Cyanoacrylate is a great glue for attahcing corals, although it is a little problematic for
soft corals, if they can be dried then held in place to dry rockfor 30 or so seconds, it will attach them as well. Cyan9oacrylate glue and gel is (relatively) nontoxic, very fast-acting, extremely strong, needs no other mixer or catalyst outside its naturally present catalyst, and does not require any special conditiions (ovens, clamps, special mixers, vices, etc.) to form its bond.The catylist for cyanoacrylate to set is quite convenient. It is the hydroxyl ions in common water, present in air, out tank water, or if you're in a hurry, your breath, and can be sped up a bit by temp. Under natural
atmospheric conditions, a thin layer of water is naturally present on almost any surface one might want to glue, enough so that it will make cyanoacrylate change form a readily spreadable liquid with little surface tension to its hard plastic lump state. Cyanoacrylate is a thermosetting adhesive, which means that it cannot be heated and softened repeatedly. As it cures and sets, cyanoacrylate becomes permanently crosslinked, forming a tough and permanent polymer plastic.

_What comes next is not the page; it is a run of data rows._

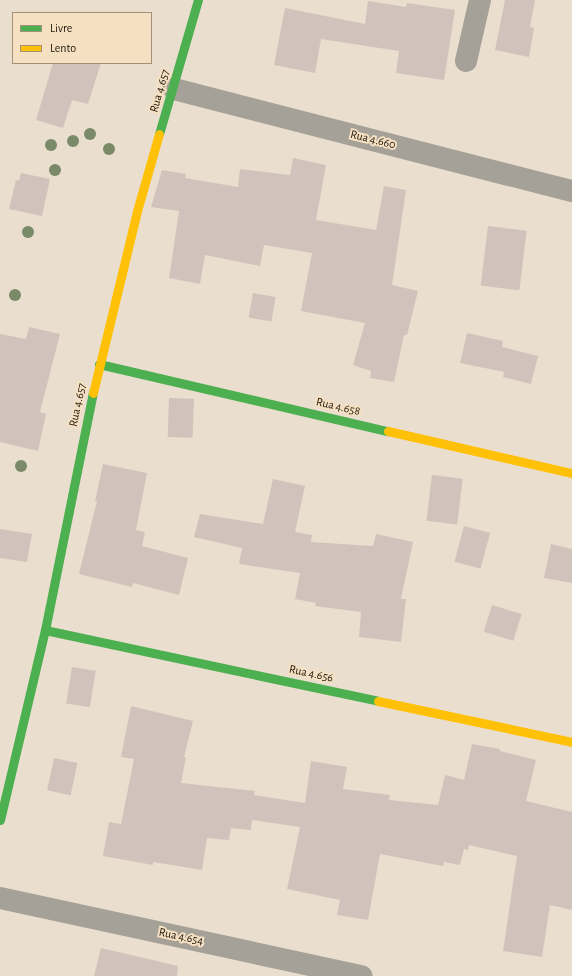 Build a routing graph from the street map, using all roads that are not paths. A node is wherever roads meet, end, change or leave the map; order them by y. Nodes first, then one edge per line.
1 (198, 0) edge
2 (480, 0) edge
3 (466, 61) dead end
4 (174, 89) junction
5 (572, 191) edge
6 (99, 364) junction
7 (572, 474) edge
8 (45, 630) junction
9 (572, 742) edge
10 (0, 820) edge
11 (0, 898) edge
12 (362, 976) edge

1 - 4 street, Rua 4.657
2 - 3 street
4 - 5 street, Rua 4.660
4 - 6 street, Rua 4.657
6 - 7 street, Rua 4.658
6 - 8 street, Rua 4.657
8 - 9 street, Rua 4.656
8 - 10 street, Rua 4.657
11 - 12 street, Rua 4.654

Superglue as a liquid cyanoacrylate appears as a monomer (ignore the dots, they are in to preserve the orientation of the molecular model in vBull):
. . .CN
. ./
CH2=C
. .\
. . COOR
The R is a carbon chain variable which slightly changes the characteristics of the molecule based on the structure of the side chain. Cyanoacrylate is commercially available in many different forms and thicjknesses where the "R" can be an ethyl, methyl, isopropyl, allyl, butyl, isobutyl, methoxyethyl, and ethoxyethyl cyanoacrylate esters. It is this "R" group that forms the consistancy and the ability to have different "stick" characteristics for the individual glues on the market. These allow cyanoacrylates to be used for everything from making hoes to building automobiles. In the presence of the hydroxyl catylist, the superglue changes, going through an ionic polymerization resulting in a long chained compound that looks something like this:
. CN . . . CN . . . CN . . . CN
. | . . . . | . . . . | . . . . .|
-CH2C -(CH2C)-(CH2C)-(CH2C) -(repeated again and again)

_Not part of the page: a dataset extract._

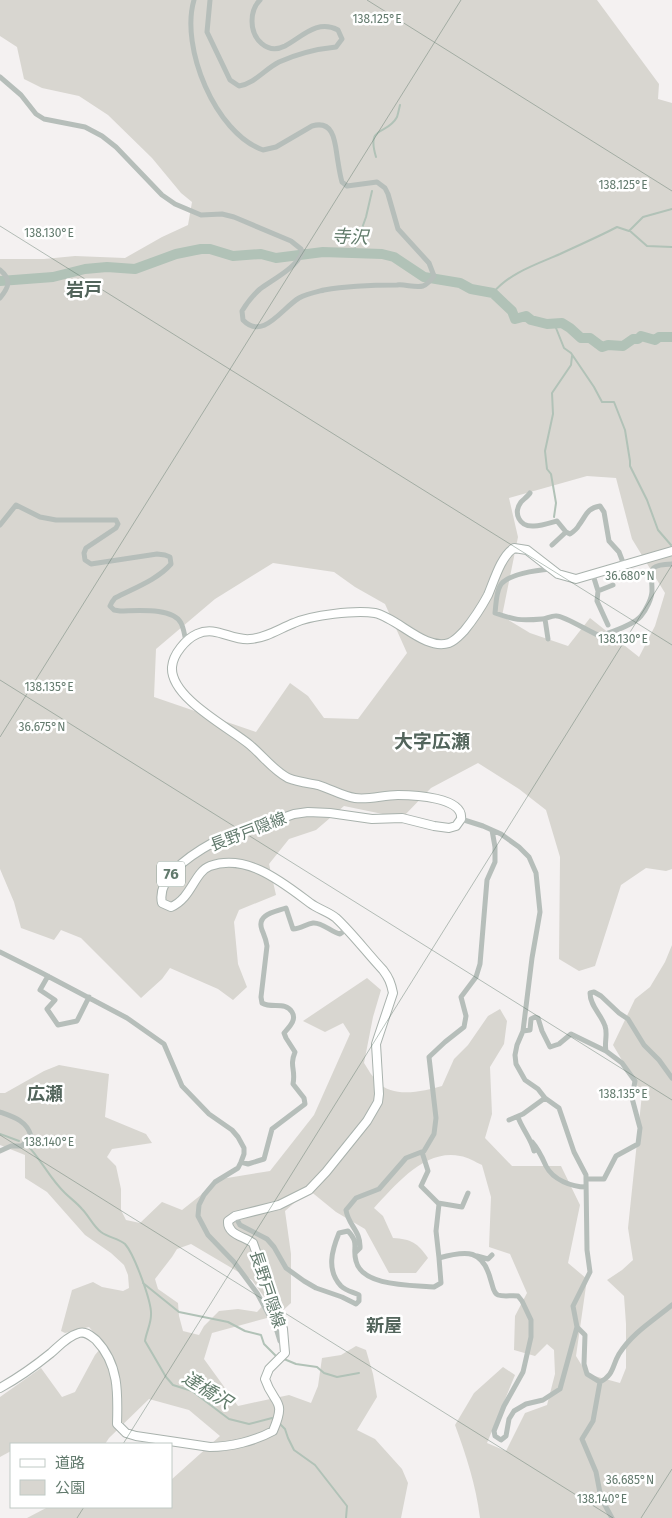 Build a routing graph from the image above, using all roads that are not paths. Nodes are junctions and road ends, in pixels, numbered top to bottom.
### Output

. | . . . . | . . . . | . . . . .|
. COOR . COOR . COOR. . COOR
The single cyanoacrylate monomer joins up like a series of lego blocks, joined together by the central carbon as the double bond is hydrated, then goes through an elimination of the hydroxyl (through a dehydration? don't remember the EXACT mechanism...
) as the single cyanoacrylate molecules link up. This forms quite long chains, changing the consistency of the glue and the orientation of the polymers to its plastic consistency through a process known as "reptation" (named for this snake-like activity) due to brownian motion (wiggling of the molecular chain, becomes quite pronounced as the chains enlongates.) As these reptating molecules grow, they become more entangled, and as the molecular length and weight increases, the phase changes from a thin liquid to a thick gel to eventually form an molecular entanglement of quite long fixed molecules that make the hard plastic. This is our superglue when it sets. Newer cyanoacrylates are quite good at working in wet environments, especially with porous substances.
Just thought you'd like to know, unfortunately it is another piece of useless trivia floating around in my head totally unrelated (well, mostly unrelated) to the topic at hand...
HTH